Differential action of TIGIT on islet and peripheral nerve autoimmunity in the NOD mouse

We previously demonstrated that the abrogation of the ICOS pathway prevents type 1 diabetes development in the Non Obese Diabetic (NOD) mouse, but results in a CD4+ T-cell dependent autoimmune neuromyopathy in aged mice. Pancreatic islet infiltrates in conventional NOD mice and neuromuscular infiltrates in Icosl-/- NOD mice have in common that they exhibit a strong enrichment in CD4+TIGIT+ T-cells, whilst TIGIT expression in the peripheral CD4+ T-cells is limited to the CD4+FoxP3+ T-cell population. When deleting Tigit on the NOD background, diabetes incidence was found increased. Peripheral CD4+CD226+ effector T-cells exhibited an increased frequency of IL-17 producing CD4+CD226+RORgt+ T-cells versus a decreased frequency of IFNgamma-producing CD4+CD226+Tbet+ T-cells. ICOS is expressed in both CD4+FoxP3+ and CD4+CD226+ splenic T-cell subsets. Icosl deletion leads to a decrease of CD4+FoxP3+ cells, with decrease of PD1 but increase of ICOS and CCRX3. Also in the Icosl-/- model, CD4+CD226+ T-cells are decreased by Tigit deletion, and showed an increase of CD4+CD226+RORgt+ T-cells and a decrease of CD4+CD226+Tbet+ T-cells. However, deletion of Tigit in aged Icosl-/- NOD mice population did not increase the incidence of the autoimmune neuromyopathy observed in Icosl-/- NOD mice.
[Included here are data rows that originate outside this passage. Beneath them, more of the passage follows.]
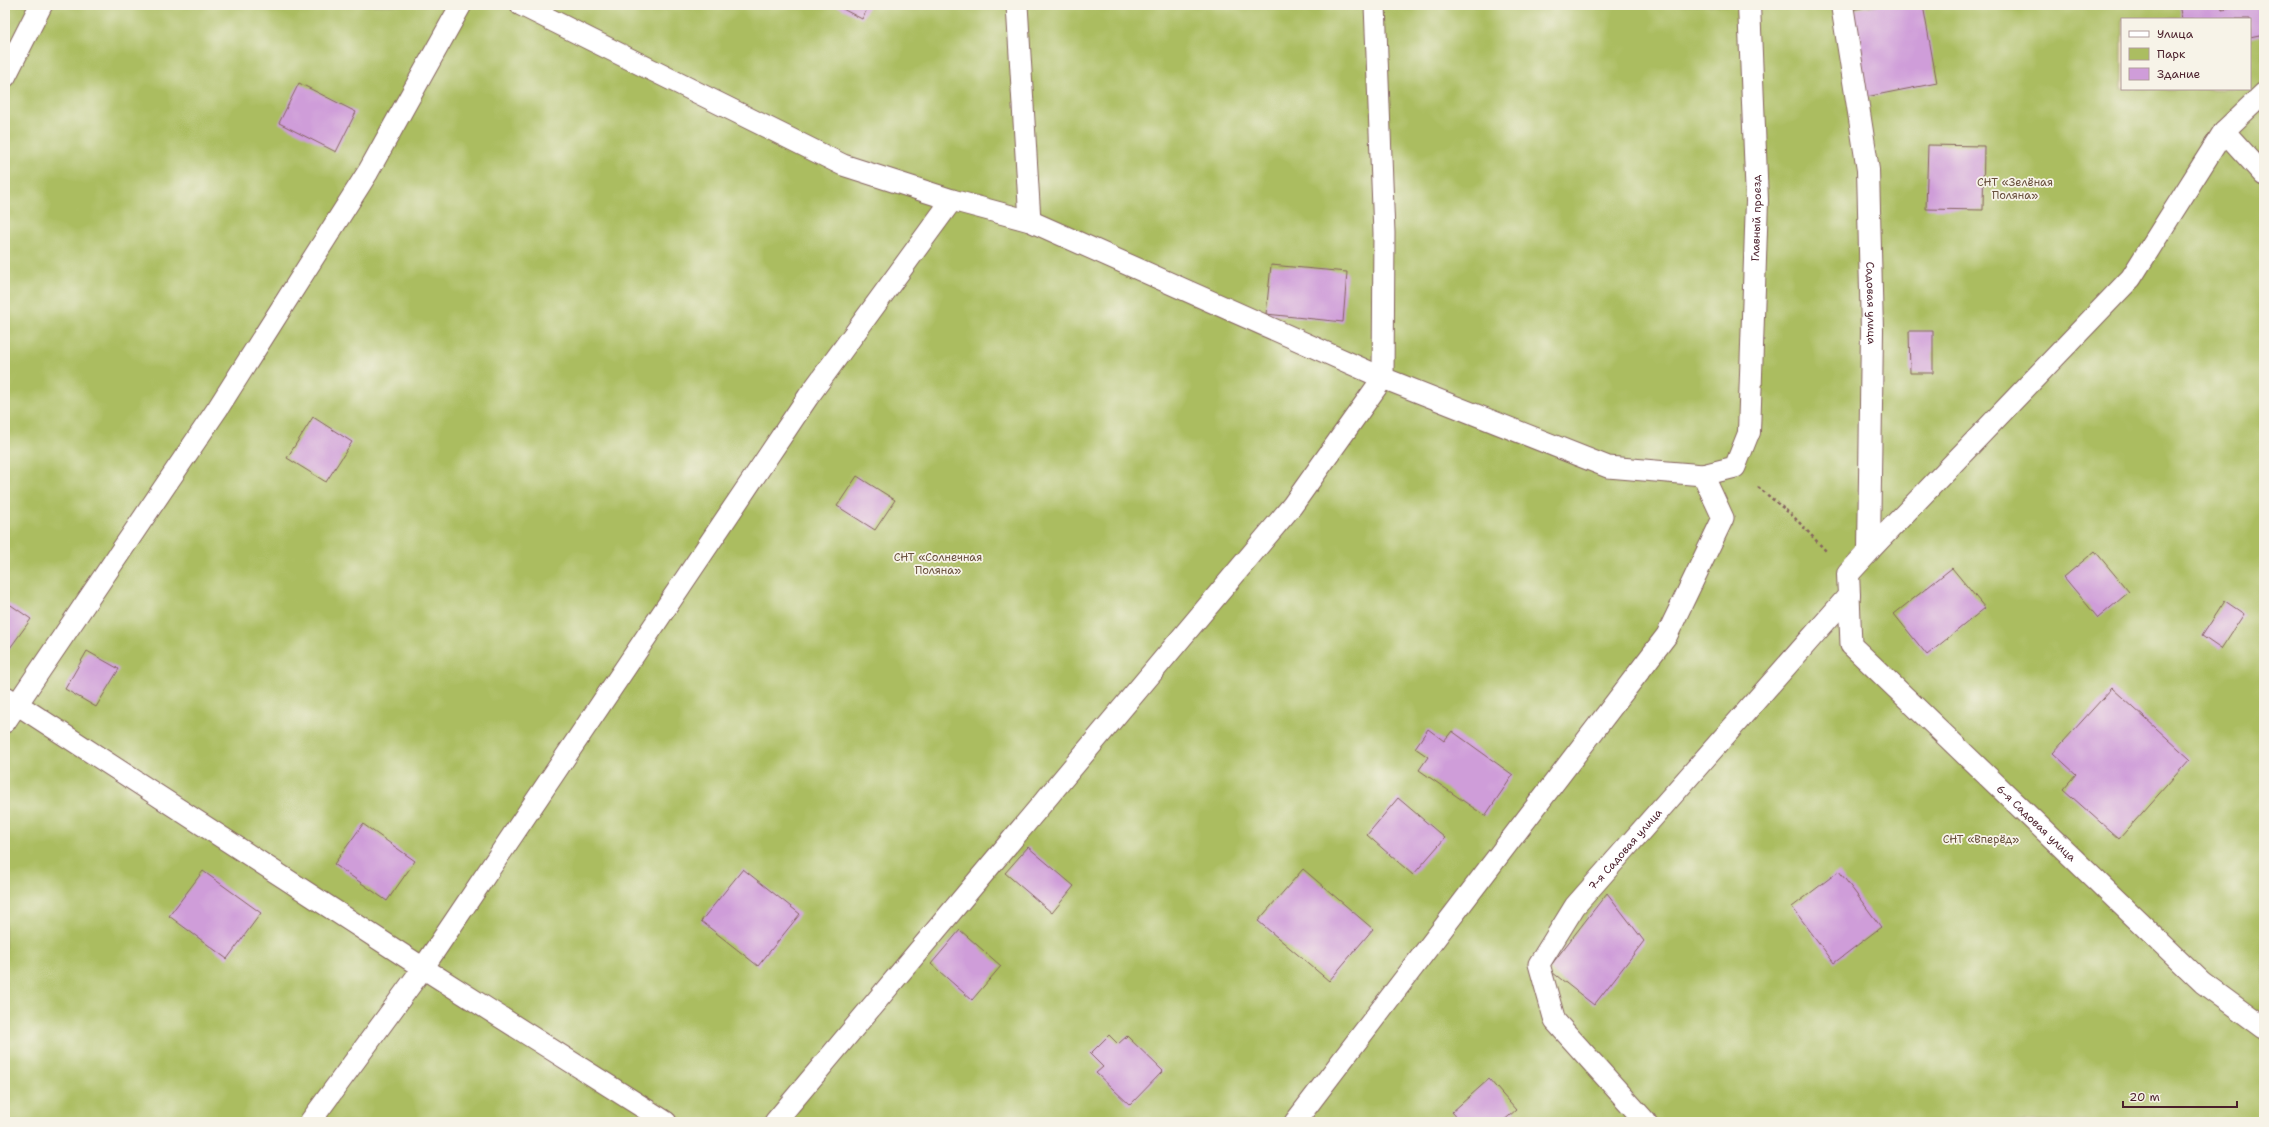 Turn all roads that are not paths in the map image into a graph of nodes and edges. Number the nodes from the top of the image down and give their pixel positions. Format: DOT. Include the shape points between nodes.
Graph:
graph roads {
  1 [pos="41,5"];
  2 [pos="461,5"];
  3 [pos="521,5"];
  4 [pos="1017,5"];
  5 [pos="1375,5"];
  6 [pos="1749,5"];
  7 [pos="1842,5"];
  8 [pos="5,76"];
  9 [pos="2264,93"];
  10 [pos="2224,131"];
  11 [pos="2264,175"];
  12 [pos="952,200"];
  13 [pos="1030,221"];
  14 [pos="1383,378"];
  15 [pos="1749,432"];
  16 [pos="1703,475"];
  17 [pos="1869,551"];
  18 [pos="1849,584"];
  19 [pos="11,700"];
  20 [pos="5,722"];
  21 [pos="423,968"];
  22 [pos="2264,1028"];
  23 [pos="310,1122"];
  24 [pos="666,1122"];
  25 [pos="775,1122"];
  26 [pos="1295,1122"];
  27 [pos="1646,1122"];
  1 -- 8 [label="street"];
  2 -- 19 [label="lane" via="368,172 218,408"];
  3 -- 12 [label="lane" via="843,165"];
  4 -- 13 [label="lane"];
  5 -- 14 [label="lane" via="1384,233"];
  6 -- 15 [label="street, Главный проезд" via="1758,201"];
  7 -- 17 [label="street, Садовая улица" via="1868,170 1872,331"];
  9 -- 10 [label="lane"];
  10 -- 11 [label="lane"];
  10 -- 17 [label="lane" via="2131,278"];
  12 -- 13 [label="lane"];
  12 -- 21 [label="lane" via="808,397"];
  13 -- 14 [label="lane"];
  14 -- 16 [label="lane" via="1608,467"];
  14 -- 25 [label="lane" via="1292,506"];
  15 -- 16 [label="lane" via="1735,467"];
  16 -- 26 [label="lane" via="1723,518 1667,635"];
  17 -- 18 [label="street"];
  18 -- 22 [label="lane, 6-я Садовая улица" via="1851,645 2204,983"];
  18 -- 27 [label="lane, 7-я Садовая улица" via="1575,906 1539,964 1555,1021"];
  19 -- 20 [label="lane"];
  19 -- 21 [label="lane"];
  21 -- 23 [label="lane"];
  21 -- 24 [label="lane"];
}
Interestingly, the upregulation of CD4+CD226+RORgt+ T-cells was partly rescued. We conclude from our study that both Icosl and Tigit deletions on the NOD background lead to a shift between the ratio of IFNgamma and IL-17-producing CD4+CD226+ effector cells. The ICOS-dependent neuromyopathy development remains dominant and is not further altered in the absence of TIGIT. ### Competing Interest Statement The authors have declared no competing interest.